要是用Numpy,首先得引入Numpy包:
import numpy as np
Arrays
一个Numpy数组是一个相同类型的值的网格,并通过自然数(非负整数)构成的tuple索引。数据的维度(dimension)即为数组的(rank);数组的形状(shape)是一个tuple,此tuple的每个值是数据每个维度的大小。
a = np.array([1, 2, 3]) # Create a rank 1 array
print(type(a), a.shape, a[0], a[1], a[2])

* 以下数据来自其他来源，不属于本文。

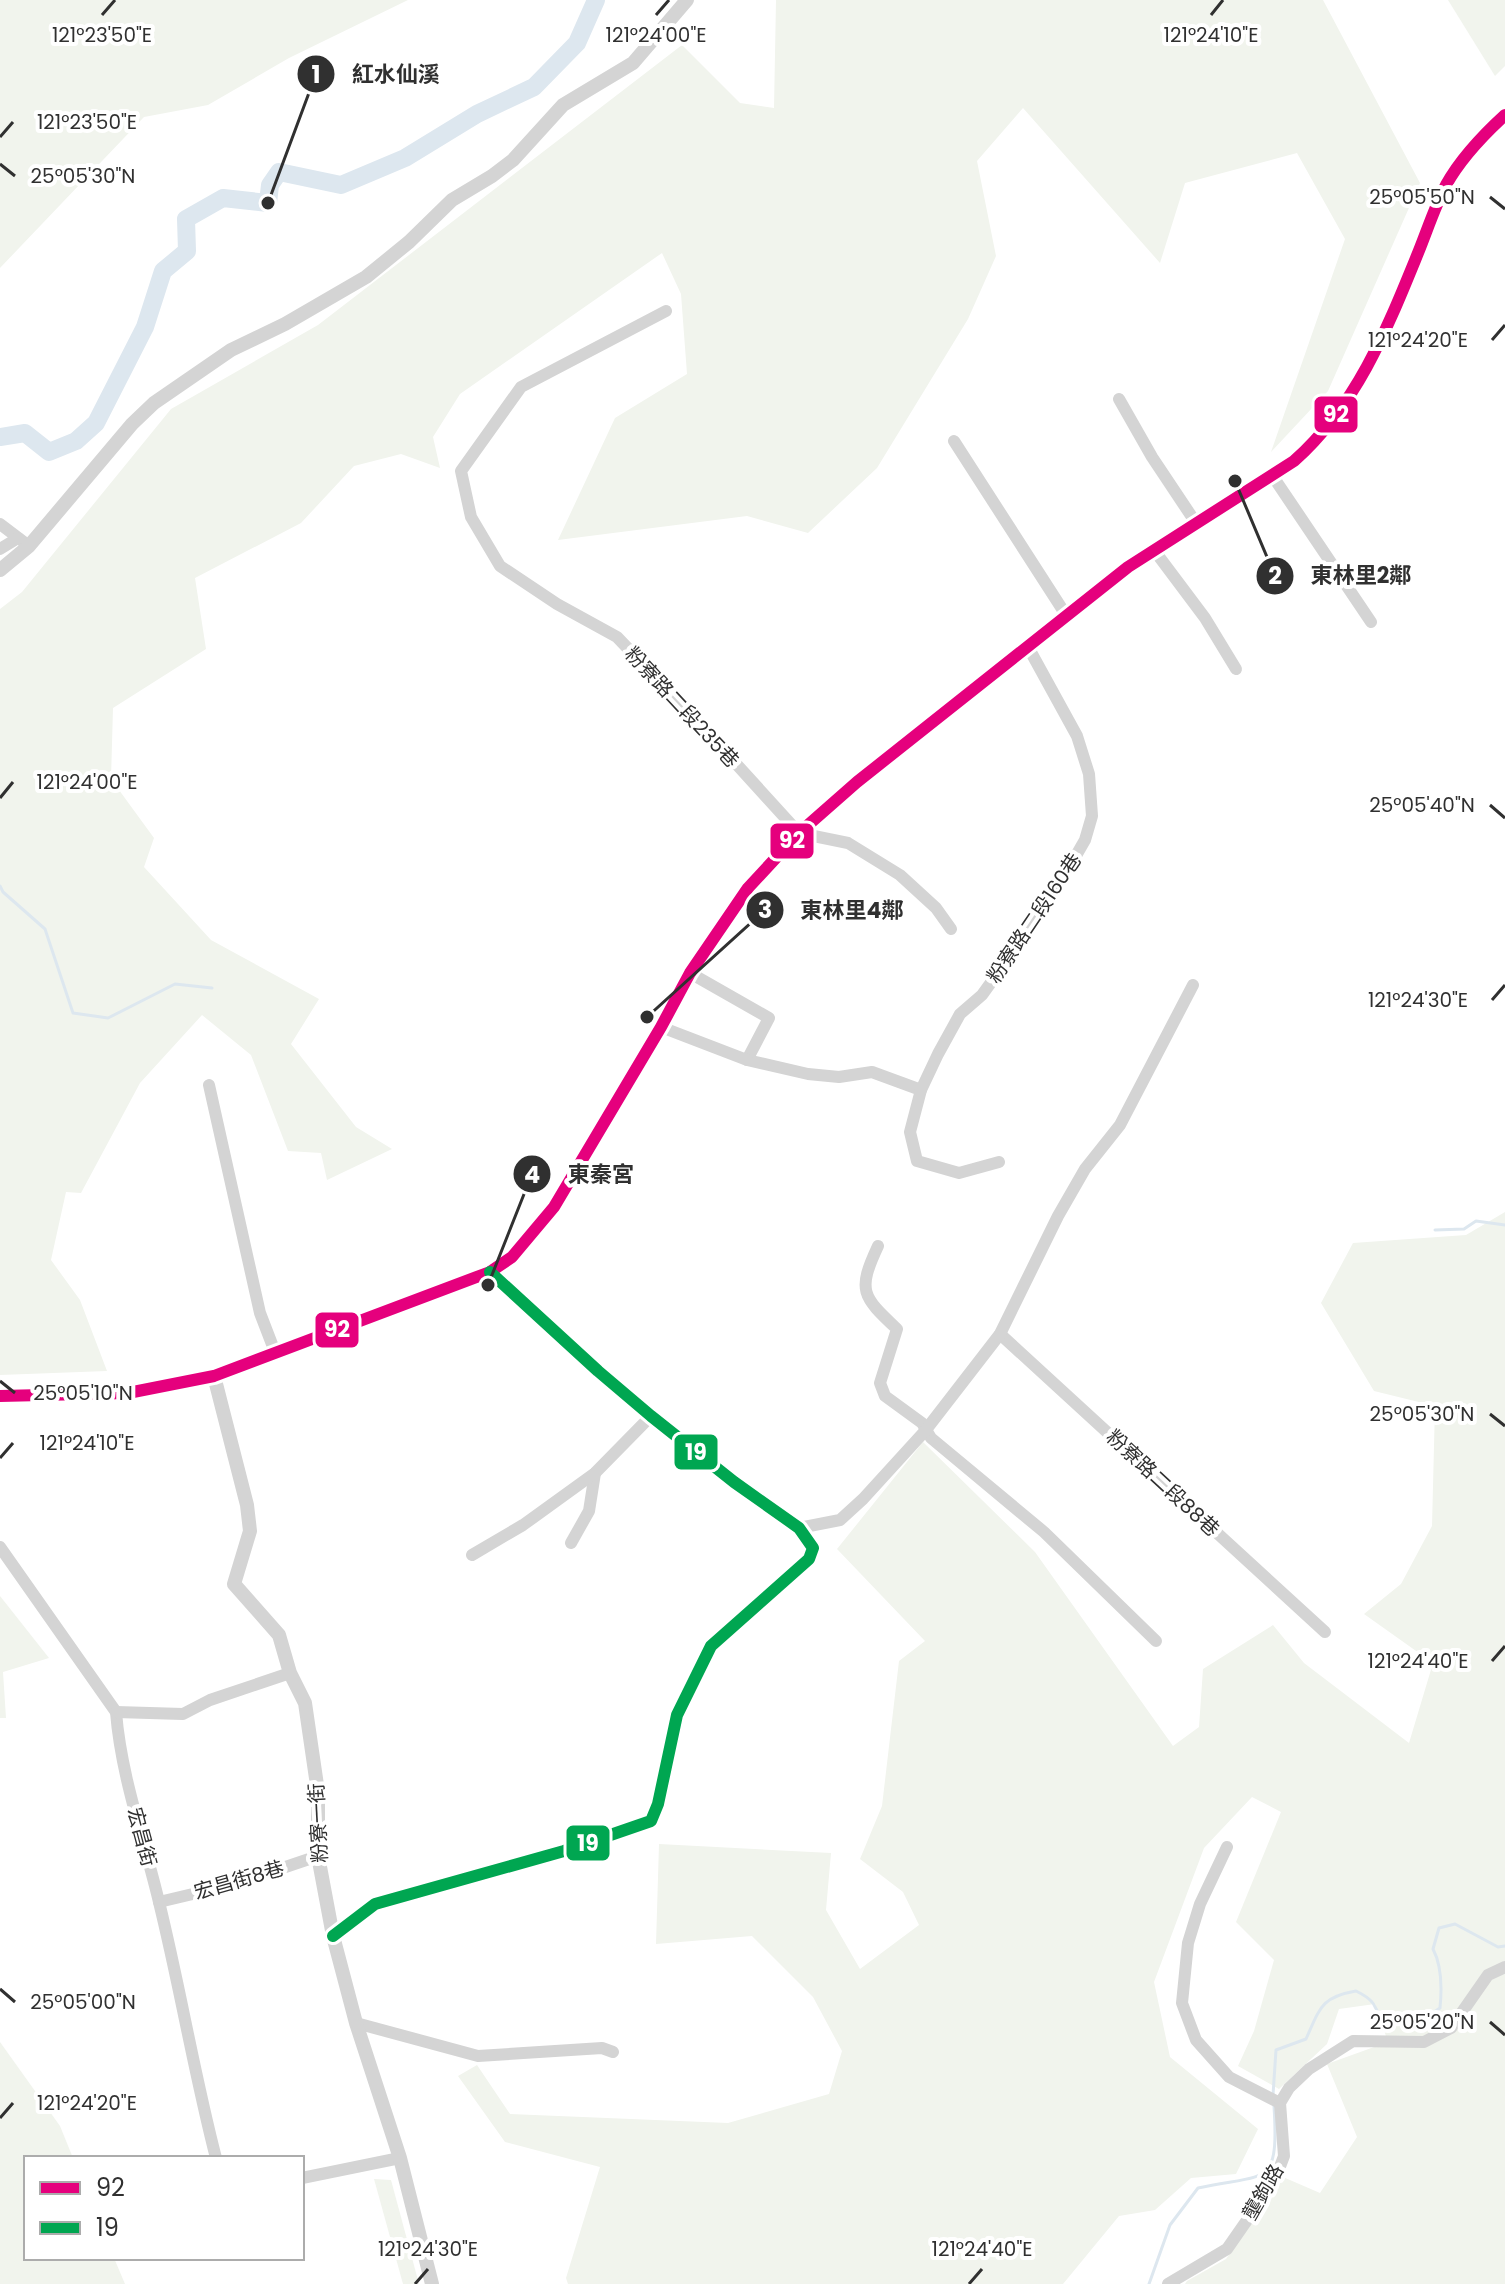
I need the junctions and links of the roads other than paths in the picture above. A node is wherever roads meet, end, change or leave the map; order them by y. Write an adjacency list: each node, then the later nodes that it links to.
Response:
1 (687, 0): 9 (street)
2 (1505, 115): 6 (main road)
3 (666, 311): 17 (street, 粉寮路二段235巷)
4 (1119, 399): 7 (street)
5 (954, 441): 13 (street)
6 (1272, 475): 7 (main road); 14 (street)
7 (1196, 523): 11 (main road)
8 (0, 524): 9 (street)
9 (23, 542): 10 (street); 12 (street)
10 (0, 549)
11 (1154, 550): 13 (main road); 16 (street)
12 (0, 570)
13 (1066, 615): 15 (main road)
14 (1371, 622)
15 (1027, 645): 17 (main road); 24 (street, 粉寮路二段160巷)
16 (1236, 669)
17 (799, 833): 18 (street); 19 (main road)
18 (951, 929)
19 (690, 973): 21 (main road); 22 (street)
20 (1193, 985): 28 (street)
21 (661, 1027): 22 (street); 27 (main road)
22 (747, 1060): 24 (street)
23 (209, 1085): 29 (street)
24 (921, 1090): 25 (street, 粉寮路二段160巷)
25 (999, 1162)
26 (878, 1246): 33 (street)
27 (490, 1272): 29 (main road); 32 (street)
28 (1000, 1334): 33 (street); 39 (street, 粉寮路二段88巷)
29 (275, 1352): 30 (main road)
30 (214, 1376): 31 (main road); 41 (street, 粉寮一街)
31 (0, 1396)
32 (651, 1416): 34 (street); 35 (street)
33 (925, 1431): 35 (street); 40 (street)
34 (595, 1473): 36 (street); 38 (street)
35 (799, 1528): 46 (street)
36 (571, 1543)
37 (0, 1547): 42 (street, 宏昌街)
38 (472, 1555)
39 (1325, 1632)
40 (1156, 1641)
41 (290, 1673): 42 (street); 44 (street, 粉寮一街)
42 (116, 1712): 45 (street, 宏昌街)
43 (1227, 1847): 50 (street)
44 (318, 1856): 45 (street, 宏昌街8巷); 46 (street, 粉寮一街)
45 (159, 1902): 51 (street, 宏昌街)
46 (333, 1936): 48 (street, 粉寮一街)
47 (1505, 1967): 50 (street)
48 (356, 2023): 49 (street); 52 (street, 粉寮一街)
49 (613, 2052)
50 (1280, 2103): 55 (street, 壟鉤路)
51 (216, 2156)
52 (400, 2158): 53 (street); 54 (street, 粉寮一街)
53 (304, 2178)
54 (432, 2284)
55 (1168, 2284)

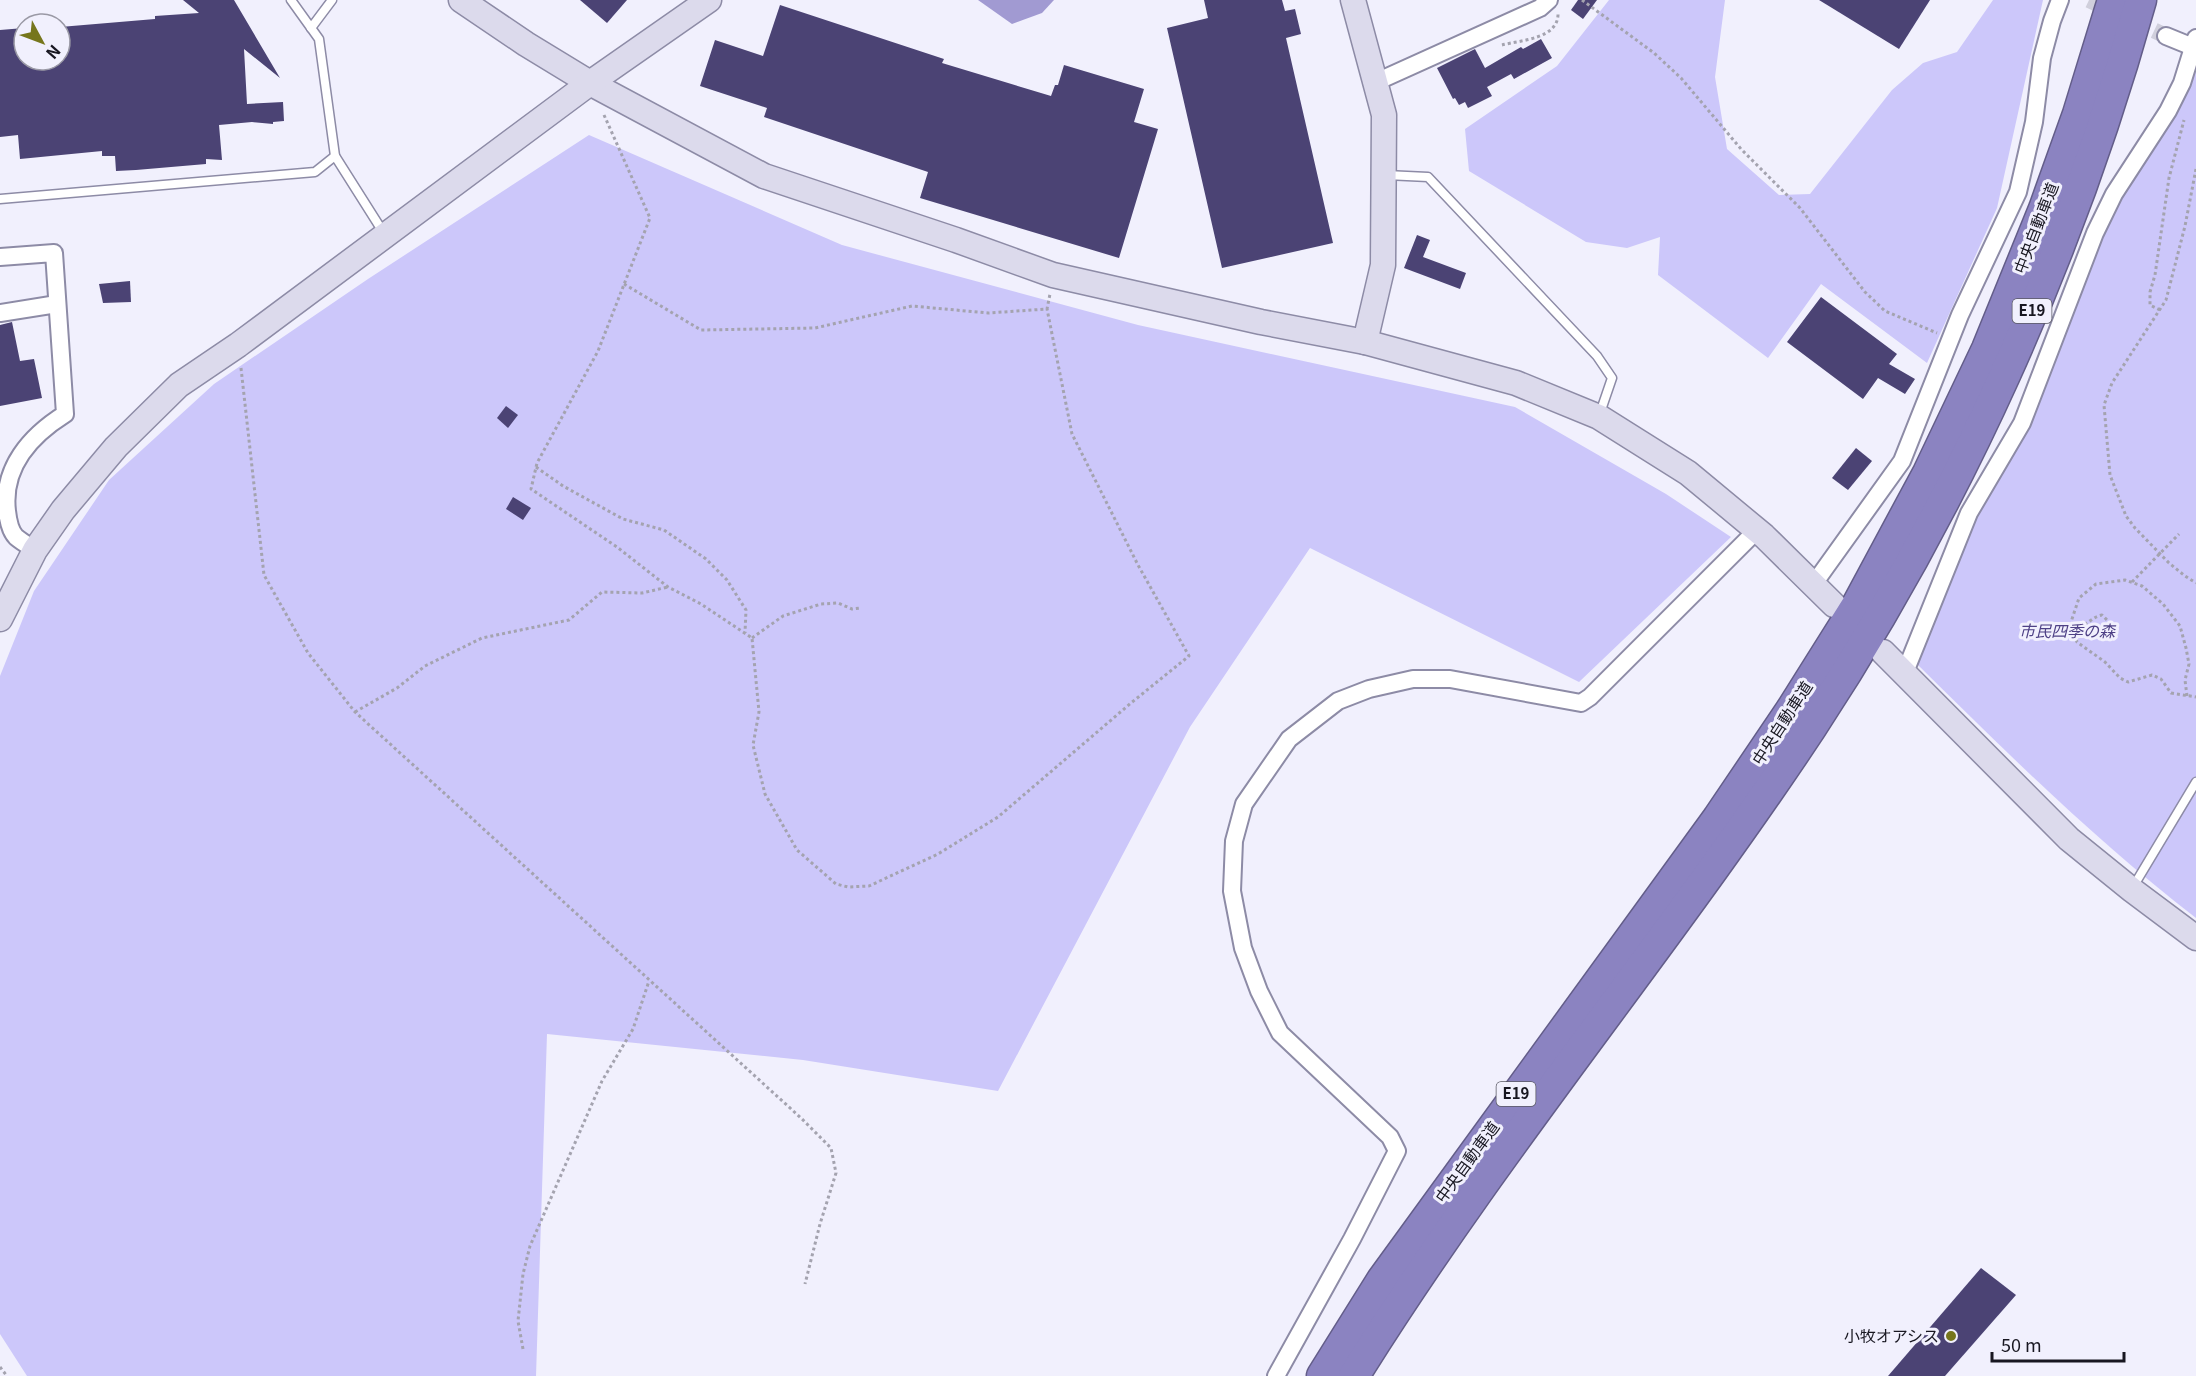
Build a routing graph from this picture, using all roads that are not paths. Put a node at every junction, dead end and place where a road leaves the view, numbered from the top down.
1 (291, 0) edge
2 (332, 0) edge
3 (461, 0) edge
4 (709, 0) edge
5 (1353, 0) edge
6 (1549, 0) edge
7 (2060, 0) edge
8 (2113, 0) edge
9 (2140, 0) edge
10 (311, 28) junction
11 (2166, 36) tunnel mouth
12 (2195, 42) edge
13 (1376, 82) junction
14 (590, 83) junction
15 (335, 156) junction
16 (1383, 175) junction
17 (0, 199) edge
18 (385, 235) junction
19 (0, 257) edge
20 (57, 304) junction
21 (0, 313) edge
22 (1365, 342) junction
23 (1599, 417) junction
24 (1757, 530) junction
25 (35, 550) junction
26 (1813, 585) junction
27 (1834, 605) dead end
28 (0, 620) edge
29 (1883, 652) dead end
30 (1905, 672) junction
31 (2196, 782) edge
32 (2132, 890) junction
33 (2196, 938) edge
34 (1276, 1376) edge
35 (1322, 1376) edge
36 (1354, 1376) edge

1 - 10 lane
2 - 10 lane
3 - 14 street
4 - 14 street
5 - 13 street
6 - 13 street
7 - 26 street
8 - 35 highway, 中央自動車道 / E19
9 - 36 highway, 中央自動車道 / E19
10 - 15 lane
11 - 12 street
12 - 30 street
13 - 16 street
14 - 18 street
14 - 22 street
15 - 17 lane
15 - 18 lane
16 - 22 street
16 - 23 lane
18 - 25 street
19 - 20 street
20 - 21 street
20 - 25 street
22 - 23 street
23 - 24 street
24 - 26 street
24 - 34 street
25 - 28 street
26 - 27 street
29 - 30 street
30 - 32 street
31 - 32 lane
32 - 33 street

a[0] = 5 # Change an element of the array
print(a)
<class 'numpy.ndarray'> (3,) 1 2 3
[5 2 3]
b = np.array([[1,2,3],[4,5,6]]) # Create a rank 2 array
print(b)
[[1 2 3]
[4 5 6]]
print(b.shape)
print(b[0, 0], b[0, 1], b[1, 0])
(2, 3)
1 2 4
Numpy也提供生成array的方法
a = np.zeros((2,2)) # Create an array of all zeros
print(a)
[[0. 0.]
[0. 0.]]
b = np.ones((1,2)) # Create an array of all ones
print(b)
[[1. 1.]]
c = np.full((4,6), 7) # Create a constant array
print(c)
创建一个shape为(4, 6),rank为2的array
[[7 7 7 7 7 7]
[7 7 7 7 7 7]
[7 7 7 7 7 7]
[7 7 7 7 7 7]]
c = np.full((2,5,7), 9) # Create a constant array
print(c)
print(type(c))
print(c.ndim)
print(c.shape)
[[[9 9 9 9 9 9 9]
[9 9 9 9 9 9 9]
[9 9 9 9 9 9 9]
[9 9 9 9 9 9 9]
[9 9 9 9 9 9 9]]
[[9 9 9 9 9 9 9]
[9 9 9 9 9 9 9]
[9 9 9 9 9 9 9]
[9 9 9 9 9 9 9]
[9 9 9 9 9 9 9]]]
<class 'numpy.ndarray'>
3
(2, 5, 7)
创建一个rank为3,shape为(2,5,7)的array
d = np.eye(2) # Create a 2x2 identity matrix
print(d)
[[1. 0.]
[0. 1.]]
e = np.random.random((2,2)) # Create an array filled with random values
print(e)
[[0.8690054 0.57244319]
[0.29647245 0.81464494]]
Array indexing
与Python的list类似,array可以被slice,由于array是多维度的,你必须指定每个维度的slice
import numpy as np
# 创建一个shape (3, 4)的2维array
# [[ 1 2 3 4]
# [ 5 6 7 8]
# [ 9 10 11 12]]
a = np.array([[1,2,3,4], [5,6,7,8], [9,10,11,12]])
# 从a中切出前两行中间两列的一个shape为(2, 2)的subarray,a[0:2, 1:3]中的0可以省略
# [[2 3]
# [6 7]]
b = a[0:2, 1:3]
print(b)
[[2 3]
[6 7]]
slice切出的数据类似于指针,所以修改slice的数据会修改原array
print(a[0, 1])
b[0, 0] = 77 # b[0, 0] is the same piece of data as a[0, 1]
print(a[0, 1])
2
77
你也可以混合integer indexing和slice indexing,然而,这样会生成一个比原array维度低的新的array。
# 创建一个rank为2,shape为 (3, 4)的array
a = np.array([[1,2,3,4], [5,6,7,8], [9,10,11,12]])
print(a)
[[ 1 2 3 4]
[ 5 6 7 8]
[ 9 10 11 12]]
获取中间一行数据的2种方法:
- 混合integer indexing和slice并生成新的低维array
- 只用slice生成一个与原array相同维度的array
row_r1 = a[1, :] # Rank 1 view of the second row of a
row_r2 = a[1:2, :] # Rank 2 view of the second row of a
row_r3 = a[[1], :] # Rank 2 view of the second row of a
print(row_r1, row_r1.shape)
print(row_r2, row_r2.shape)
print(row_r3, row_r3.shape)
[5 6 7 8] (4,)
[[5 6 7 8]] (1, 4)
[[5 6 7 8]] (1, 4)
# 取array的某列数据时也会有类似的区别:
col_r1 = a[:, 1]
col_r2 = a[:, 1:2]
print(col_r1, col_r1.shape)
print()
print(col_r2, col_r2.shape)
[ 2 6 10] (3,)
[[ 2]
[ 6]
[10]] (3, 1)